Source: Washington Times
BUENOS AIRES — Off the coast of Rio de Janeiro — below a mile of water and two miles of shifting rock, sand and salt — is an ultradeep sea of oil that could turn Brazil into the world’s fourth-largest oil producer, behind Russia, Saudi Arabia and the United States.
The country’s state-controlled oil company, Petrobras, expects to pump 4.9 million barrels a day from the country’s oil fields by 2020, with 40 percent of that coming from the seabed.
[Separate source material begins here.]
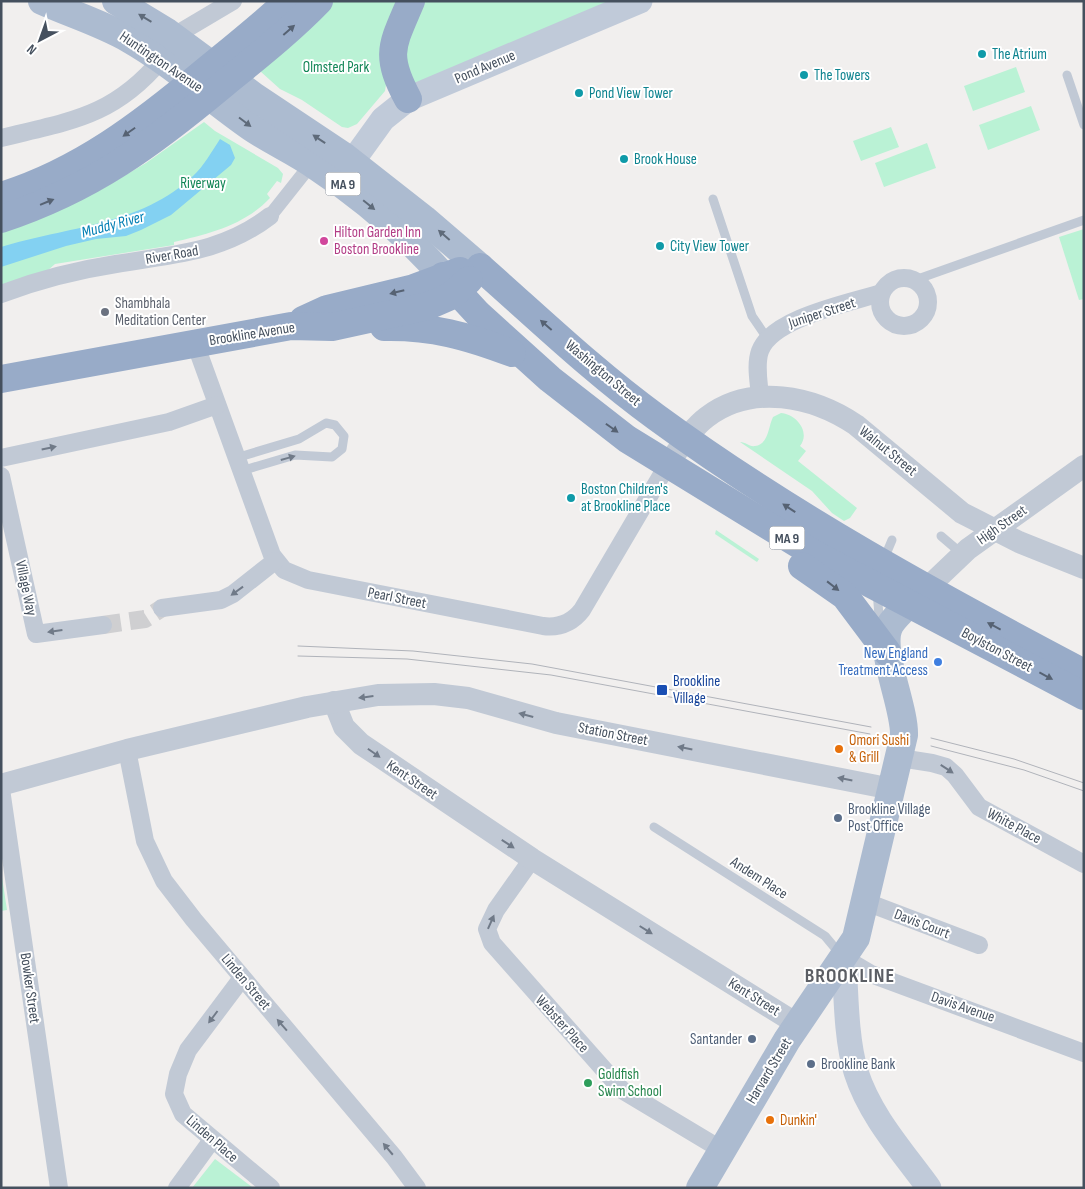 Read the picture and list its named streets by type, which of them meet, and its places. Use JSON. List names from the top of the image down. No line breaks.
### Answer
{"streets":{"highway":["MA 9","Brookline Avenue","Washington Street","Boylston Street"],"main road":["Huntington Avenue","Pond Avenue","Harvard Street"],"street":["River Road","Juniper Street","Walnut Street","High Street","Village Way","Pearl Street","Station Street","Kent Street","White Place","Davis Court","Linden Street","Bowker Street","Davis Avenue","Webster Place","Linden Place"],"lane":["Andem Place"]},"crossings":[["Huntington Avenue","Washington Street"],["Pond Avenue","Washington Street"],["River Road","Washington Street"],["Brookline Avenue","Washington Street"],["Washington Street","Walnut Street"],["Washington Street","High Street"],["Washington Street","Pearl Street"],["Washington Street","Boylston Street"],["Walnut Street","High Street"],["Walnut Street","Pearl Street"],["High Street","Boylston Street"],["Station Street","Kent Street"],["Kent Street","Webster Place"],["Kent Street","Harvard Street"],["Andem Place","Davis Avenue"],["Andem Place","Harvard Street"],["Linden Street","Linden Place"],["Davis Avenue","Harvard Street"],["Webster Place","Harvard Street"]],"one_way":["Station Street","Kent Street","White Place","Linden Street","Webster Place","Linden Place"],"districts":["BROOKLINE"],"water":["Muddy River"],"parks":["Olmsted Park","Riverway"],"places":{"other":["The Atrium","The Towers","Pond View Tower","Brook House","Hilton Garden Inn Boston Brookline","City View Tower","Shambhala Meditation Center","Boston Children's at Brookline Place","New England Treatment Access","Omori Sushi & Grill","Brookline Village Post Office","Santander","Brookline Bank","Goldfish Swim School","Dunkin'"],"transit":["Brookline Village"]},"north":"bottom left"} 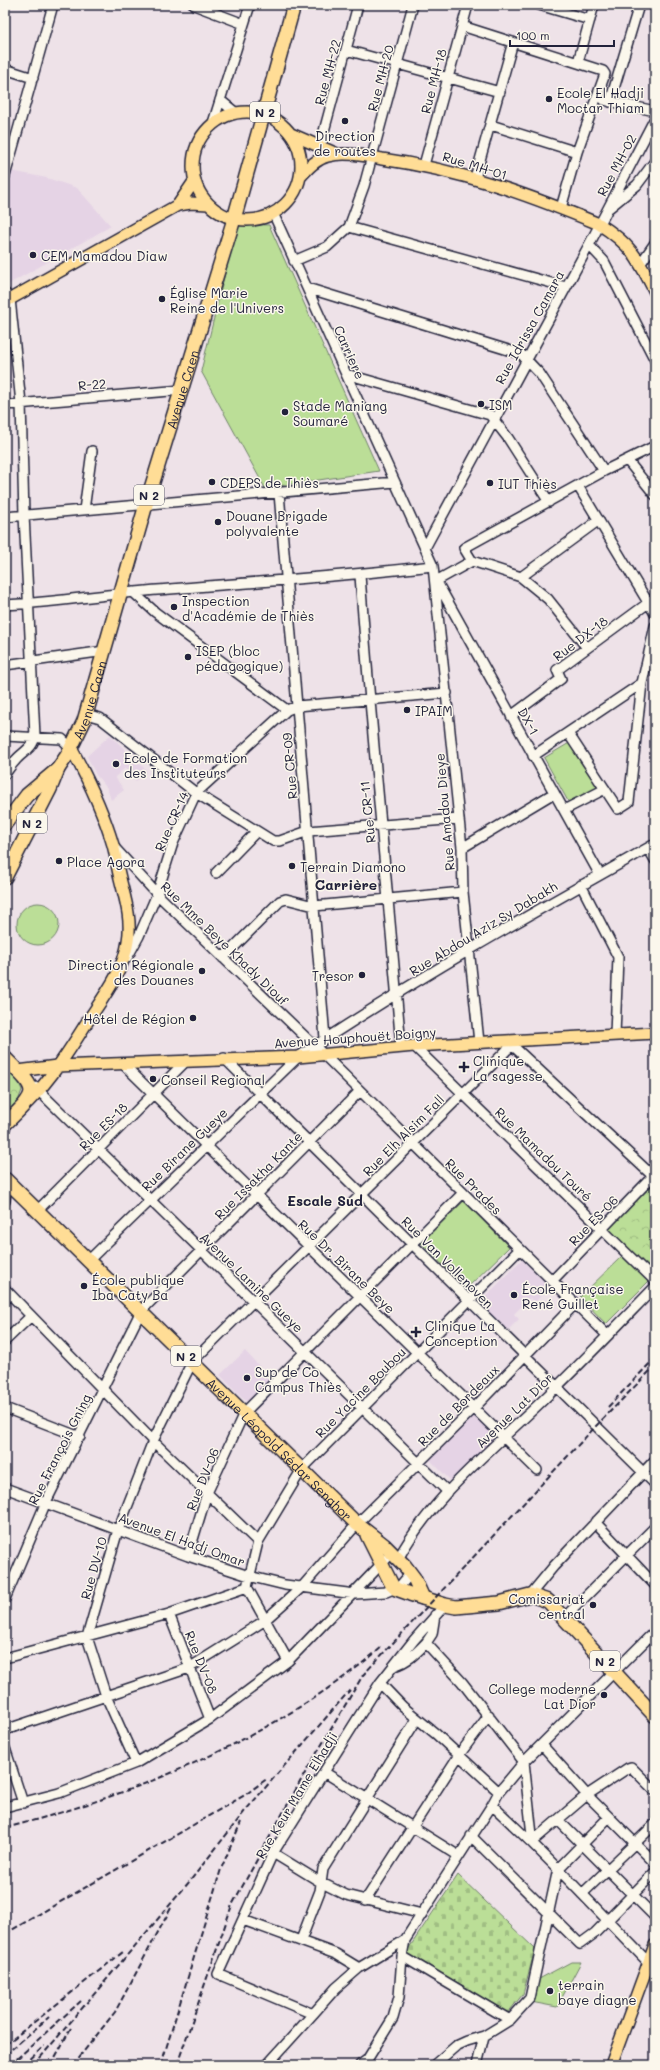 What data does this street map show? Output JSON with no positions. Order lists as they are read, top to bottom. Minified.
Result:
{"streets":{"highway":["N 2","Avenue Caen","Avenue Léopold Sédar Senghor"],"main road":["Rue MH-01","Avenue Houphouët Boigny"],"street":["Rue MH-22","Rue MH-20","Rue MH-18","Rue MH-02","Rue Idrissa Camara","Carriere","R-22","Rue DX-18","DX-1","Rue CR-09","Rue CR-11","Rue Amadou Dieye","Rue CR-14","Rue Abdou Aziz Sy Dabakh","Rue Mme Beye Khady Diouf","Rue ES-18","Rue Elh Alsim Fall","Rue Birane Gueye","Rue Mamadou Touré","Rue Issakha Kante","Rue Prades","Rue ES-06","Rue Van Vollenoven","Rue Dr. Birane Beye","Avenue Lamine Gueye","Rue Yacine Boubou","Rue de Bordeaux","Avenue Lat Dior","Rue François Gning","Rue DV-06","Avenue El Hadj Omar","Rue DV-10","Rue DV-08","Rue Keur Mame Elhadji"]},"crossings":[["Rue MH-22","Rue MH-01"],["Rue MH-20","Rue MH-01"],["Rue MH-18","Rue MH-01"],["N 2","Rue de Bordeaux"],["N 2","Avenue Lat Dior"],["N 2","Avenue Léopold Sédar Senghor"],["N 2","Avenue El Hadj Omar"],["Rue MH-01","Rue MH-02"],["Rue MH-01","Rue Idrissa Camara"],["Rue MH-02","Rue Idrissa Camara"],["Rue Idrissa Camara","Carriere"],["Carriere","DX-1"],["Carriere","Rue Amadou Dieye"],["R-22","Avenue Caen"],["Rue DX-18","DX-1"],["DX-1","Rue Amadou Dieye"],["DX-1","Rue Abdou Aziz Sy Dabakh"],["Rue CR-09","Rue CR-14"],["Rue CR-09","Rue Abdou Aziz Sy Dabakh"],["Rue CR-11","Rue CR-14"],["Rue CR-11","Rue Abdou Aziz Sy Dabakh"],["Rue CR-11","Avenue Houphouët Boigny"],["Rue Amadou Dieye","Rue CR-14"],["Rue Amadou Dieye","Rue Abdou Aziz Sy Dabakh"],["Rue Amadou Dieye","Avenue Houphouët Boigny"],["Rue CR-14","Rue Mme Beye Khady Diouf"],["Rue Abdou Aziz Sy Dabakh","Rue Mme Beye Khady Diouf"],["Rue Abdou Aziz Sy Dabakh","Rue Birane Gueye"],["Rue Mme Beye Khady Diouf","Avenue Houphouët Boigny"],["Rue Mme Beye Khady Diouf","Rue Birane Gueye"],["Rue Mme Beye Khady Diouf","Rue Prades"],["Avenue Houphouët Boigny","Rue ES-18"],["Avenue Houphouët Boigny","Rue Elh Alsim Fall"],["Avenue Houphouët Boigny","Rue Birane Gueye"],["Avenue Houphouët Boigny","Rue Mamadou Touré"],["Avenue Houphouët Boigny","Rue Prades"],["Avenue Houphouët Boigny","Rue Van Vollenoven"],["Avenue Houphouët Boigny","Rue Dr. Birane Beye"],["Rue ES-18","Rue Dr. Birane Beye"],["Rue ES-18","Avenue Lamine Gueye"],["Rue ES-18","Avenue Léopold Sédar Senghor"],["Rue Elh Alsim Fall","Rue Mamadou Touré"],["Rue Elh Alsim Fall","Rue Prades"],["Rue Elh Alsim Fall","Rue Van Vollenoven"],["Rue Elh Alsim Fall","Rue Dr. Birane Beye"],["Rue Elh Alsim Fall","Avenue Lamine Gueye"],["Rue Elh Alsim Fall","Avenue Léopold Sédar Senghor"],["Rue Elh Alsim Fall","Rue DV-10"],["Rue Birane Gueye","Rue Van Vollenoven"],["Rue Birane Gueye","Rue Dr. Birane Beye"],["Rue Birane Gueye","Avenue Lamine Gueye"],["Rue Birane Gueye","Avenue Léopold Sédar Senghor"],["Rue Mamadou Touré","Rue ES-06"],["Rue Issakha Kante","Rue Prades"],["Rue Issakha Kante","Rue Van Vollenoven"],["Rue Issakha Kante","Rue Dr. Birane Beye"],["Rue Issakha Kante","Avenue Lamine Gueye"],["Rue Issakha Kante","Avenue Léopold Sédar Senghor"],["Rue Issakha Kante","Rue François Gning"],["Rue Prades","Rue ES-06"],["Rue Prades","Rue Yacine Boubou"],["Rue Prades","Rue de Bordeaux"],["Rue Prades","Avenue Lat Dior"],["Rue Van Vollenoven","Rue Yacine Boubou"],["Rue Van Vollenoven","Rue de Bordeaux"],["Rue Van Vollenoven","Avenue Lat Dior"],["Rue Dr. Birane Beye","Rue Yacine Boubou"],["Rue Dr. Birane Beye","Rue de Bordeaux"],["Rue Dr. Birane Beye","Avenue Lat Dior"],["Avenue Lamine Gueye","Rue Yacine Boubou"],["Avenue Lamine Gueye","Rue de Bordeaux"],["Avenue Lamine Gueye","Avenue Lat Dior"],["Rue Yacine Boubou","Avenue Léopold Sédar Senghor"],["Rue Yacine Boubou","Avenue El Hadj Omar"],["Rue de Bordeaux","Avenue Léopold Sédar Senghor"],["Rue de Bordeaux","Avenue El Hadj Omar"],["Rue de Bordeaux","Rue DV-08"],["Avenue Lat Dior","Avenue El Hadj Omar"],["Avenue Lat Dior","Rue DV-08"],["Avenue Léopold Sédar Senghor","Rue François Gning"],["Avenue Léopold Sédar Senghor","Rue DV-06"],["Avenue Léopold Sédar Senghor","Rue DV-10"],["Rue François Gning","Avenue El Hadj Omar"],["Rue DV-06","Avenue El Hadj Omar"],["Avenue El Hadj Omar","Rue DV-10"]],"districts":["Carrière","Escale Sud"],"places":{"other":["Ecole El Hadji Moctar Thiam","Direction de routes","CEM Mamadou Diaw","Église Marie Reine de l'Univers","ISM","Stade Maniang Soumaré","CDEPS de Thiès","IUT Thiès","Douane Brigade polyvalente","Inspection d'Académie de Thiès","ISEP (bloc pédagogique)","IPAIM","Ecole de Formation des Instituteurs","Place Agora","Terrain Diamono","Direction Régionale des Douanes","Tresor","Hôtel de Région","Conseil Regional","École publique Iba Caty Ba","École Française René Guillet","Sup de Co Campus Thiès","Comissariat central","College moderne Lat Dior","terrain baye diagne"],"health":["Clinique La sagesse","Clinique La Conception"]},"scale_bar":"100 m"}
One and a half million barrels will be bound for export markets.
The United States wants it, but China is getting it.
Less than a month after President Obama visited Brazil in March to make a pitch for oil, Brazilian President Dilma Rousseff was off to Beijing to sign oil contracts with two huge state-owned Chinese companies.
The deals are part of a growing oil relationship between the two countries that, thanks to a series of billion-dollar agreements, is giving China greater influence over Brazil’s oil frontier.
Chinese oil companies are pushing to meet mandatory expansion targets by inking deals across Africa and Latin America, but they are especially interested in Brazil.
“With the Lula and Carioca discoveries alone, Brazil added a possible 38 billion barrels of estimated recoverable oil,” said Luis Giusti, a former president of Venezuela’s state oil company, PDVSA, referring to the new Brazilian oil fields.